[BUG]Collection>>removeAll:

David Griswold David.Griswold at acm.org
Wed Aug 28 07:13:23 UTC 2002


Tim Rowledge wrote:
> To: squeak-dev at lists.squeakfoundation.org
> Subject: Re: [BUG]Collection>>removeAll:
> Reply-To: squeak-dev at lists.squeakfoundation.org
>
> "David Griswold" <David.Griswold at acm.org> is claimed by the
> authorities to have written:
>
> > We simply disagree with you.
> Which 'we'? I'm certainly not in that camp. Take care when using the
> royal "we" - it can result in getting your head chopped off....
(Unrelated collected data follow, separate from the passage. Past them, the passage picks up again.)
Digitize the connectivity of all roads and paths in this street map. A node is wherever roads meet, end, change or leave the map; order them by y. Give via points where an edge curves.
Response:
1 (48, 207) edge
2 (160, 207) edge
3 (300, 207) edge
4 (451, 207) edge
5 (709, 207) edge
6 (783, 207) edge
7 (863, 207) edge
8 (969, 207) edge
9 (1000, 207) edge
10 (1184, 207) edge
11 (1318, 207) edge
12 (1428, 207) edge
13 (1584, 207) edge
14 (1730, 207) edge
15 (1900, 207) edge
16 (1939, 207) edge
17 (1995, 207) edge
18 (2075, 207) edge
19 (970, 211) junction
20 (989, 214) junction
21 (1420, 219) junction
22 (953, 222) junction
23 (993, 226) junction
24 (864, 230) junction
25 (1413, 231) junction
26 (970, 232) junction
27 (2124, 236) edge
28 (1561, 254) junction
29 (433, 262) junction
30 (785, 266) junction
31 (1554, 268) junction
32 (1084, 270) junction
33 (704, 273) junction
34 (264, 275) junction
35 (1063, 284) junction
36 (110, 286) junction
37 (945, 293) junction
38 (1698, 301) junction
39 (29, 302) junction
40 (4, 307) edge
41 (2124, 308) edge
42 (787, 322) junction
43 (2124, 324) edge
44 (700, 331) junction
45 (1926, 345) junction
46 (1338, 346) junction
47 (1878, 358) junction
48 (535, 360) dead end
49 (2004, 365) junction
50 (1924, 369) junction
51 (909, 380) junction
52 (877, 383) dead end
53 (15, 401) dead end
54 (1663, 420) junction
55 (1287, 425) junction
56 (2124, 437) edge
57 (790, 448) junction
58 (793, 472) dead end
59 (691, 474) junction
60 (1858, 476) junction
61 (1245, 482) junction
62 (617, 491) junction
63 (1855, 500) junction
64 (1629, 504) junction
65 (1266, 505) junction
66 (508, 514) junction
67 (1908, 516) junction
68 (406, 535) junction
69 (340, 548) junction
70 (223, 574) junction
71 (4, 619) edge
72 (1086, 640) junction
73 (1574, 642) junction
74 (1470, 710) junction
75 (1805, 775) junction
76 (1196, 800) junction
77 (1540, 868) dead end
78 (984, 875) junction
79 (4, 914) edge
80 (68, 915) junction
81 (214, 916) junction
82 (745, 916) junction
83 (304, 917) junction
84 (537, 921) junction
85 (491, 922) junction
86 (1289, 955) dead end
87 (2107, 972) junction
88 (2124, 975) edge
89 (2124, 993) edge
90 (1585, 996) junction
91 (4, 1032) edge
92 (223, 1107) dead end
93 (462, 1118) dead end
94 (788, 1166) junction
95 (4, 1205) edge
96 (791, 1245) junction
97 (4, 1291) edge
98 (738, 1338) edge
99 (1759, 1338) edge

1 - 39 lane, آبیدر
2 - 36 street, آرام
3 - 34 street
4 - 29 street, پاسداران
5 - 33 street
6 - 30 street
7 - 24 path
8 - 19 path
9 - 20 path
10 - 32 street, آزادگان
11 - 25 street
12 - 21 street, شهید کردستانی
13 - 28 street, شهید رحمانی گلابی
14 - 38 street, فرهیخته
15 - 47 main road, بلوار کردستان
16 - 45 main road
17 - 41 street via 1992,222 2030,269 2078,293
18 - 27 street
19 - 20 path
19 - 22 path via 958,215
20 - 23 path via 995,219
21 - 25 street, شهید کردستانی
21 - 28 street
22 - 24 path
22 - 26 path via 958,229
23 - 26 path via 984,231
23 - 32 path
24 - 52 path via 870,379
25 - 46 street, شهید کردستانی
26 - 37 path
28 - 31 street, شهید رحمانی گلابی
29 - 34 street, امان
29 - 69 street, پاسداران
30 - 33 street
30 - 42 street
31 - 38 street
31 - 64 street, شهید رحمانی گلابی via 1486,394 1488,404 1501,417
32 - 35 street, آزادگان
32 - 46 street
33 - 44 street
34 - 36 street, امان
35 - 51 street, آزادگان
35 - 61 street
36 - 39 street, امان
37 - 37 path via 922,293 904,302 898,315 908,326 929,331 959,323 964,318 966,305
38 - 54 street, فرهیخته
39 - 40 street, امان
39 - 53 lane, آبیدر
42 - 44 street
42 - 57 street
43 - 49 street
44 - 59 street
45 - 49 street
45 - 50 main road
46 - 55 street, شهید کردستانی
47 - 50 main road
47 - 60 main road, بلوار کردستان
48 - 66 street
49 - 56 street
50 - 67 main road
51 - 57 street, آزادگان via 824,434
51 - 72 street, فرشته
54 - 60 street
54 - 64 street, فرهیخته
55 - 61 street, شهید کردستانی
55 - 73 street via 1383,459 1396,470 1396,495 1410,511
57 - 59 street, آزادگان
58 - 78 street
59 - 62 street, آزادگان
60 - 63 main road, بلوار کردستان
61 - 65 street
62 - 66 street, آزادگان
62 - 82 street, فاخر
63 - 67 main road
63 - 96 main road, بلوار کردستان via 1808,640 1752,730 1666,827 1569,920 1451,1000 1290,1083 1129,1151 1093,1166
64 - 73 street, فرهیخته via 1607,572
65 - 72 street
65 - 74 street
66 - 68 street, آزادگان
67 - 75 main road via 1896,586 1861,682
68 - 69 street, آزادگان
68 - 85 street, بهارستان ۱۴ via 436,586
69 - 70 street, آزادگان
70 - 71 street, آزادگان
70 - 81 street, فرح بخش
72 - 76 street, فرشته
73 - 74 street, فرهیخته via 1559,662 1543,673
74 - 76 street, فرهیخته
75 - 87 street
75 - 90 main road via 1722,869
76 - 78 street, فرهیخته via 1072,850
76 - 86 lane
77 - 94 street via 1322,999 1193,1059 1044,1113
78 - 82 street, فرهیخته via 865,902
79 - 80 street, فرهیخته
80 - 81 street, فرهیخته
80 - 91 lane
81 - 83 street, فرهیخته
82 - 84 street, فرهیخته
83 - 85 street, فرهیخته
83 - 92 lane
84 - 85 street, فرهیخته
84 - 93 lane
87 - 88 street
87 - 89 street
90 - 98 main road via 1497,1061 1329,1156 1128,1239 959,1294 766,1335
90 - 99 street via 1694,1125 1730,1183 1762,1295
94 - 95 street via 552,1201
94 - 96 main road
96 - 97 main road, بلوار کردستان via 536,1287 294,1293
Please believe that I try to be careful with my "we"s.  Let people speak
for themselves- and lo! some have, by publically saying they agree on
this list.  That is the only we I am talking about; "we who've said we
don't think #removeAll:'s semantics are broken", is how I would put it.
I assure you I wasn't accidentally including you.

>
> > Our failure to agree with you is *not* a failure to
> understand you.  As
> > far as I know no one has, as you have alleged, said that
> the overhead of
> > the check is too much or even a major issue.
> I seem to recall at least one suggestion that it would be so.
>
> > It is just that the check
> > belongs in an assertion; that's just the right way to code
> these kinds
> > of checks.
> I disagree.  Assertions (assuming we can agree that assertions refer
to
> checks essentially used at compile/debug time rather than production
> time) will probably not provide sensible coverage for either this
> particular problem nor for the more general (and probably insoluble)
> problem.

You would have to support your assertion that assertions would not
provide sensible coverage.  You can always leave them on, you know, if
you want, but let me turn them off, when I want.  To anyone who told me
these sort of checks are useful because they see them fail in production
often, I would tactfully suggest that they might want to worry more
about the reason why *that's* happening.

> >  If you think that there is a need for a #removeAll method
> > that performs that function, that is an arguable but separate
> > discussion.
> A separate #removeAll for when you _know_ that you want to remove all
> the elements already in a collection is almost nothing to do with the
> real problem. The annoying problem is when you _unknowingly_
> get screwed
> by an enumeration that messes with the collection itself. It is
> trivially easy to imagine code that results in 'a removeAll: b' when a
> == b because of other methods functions.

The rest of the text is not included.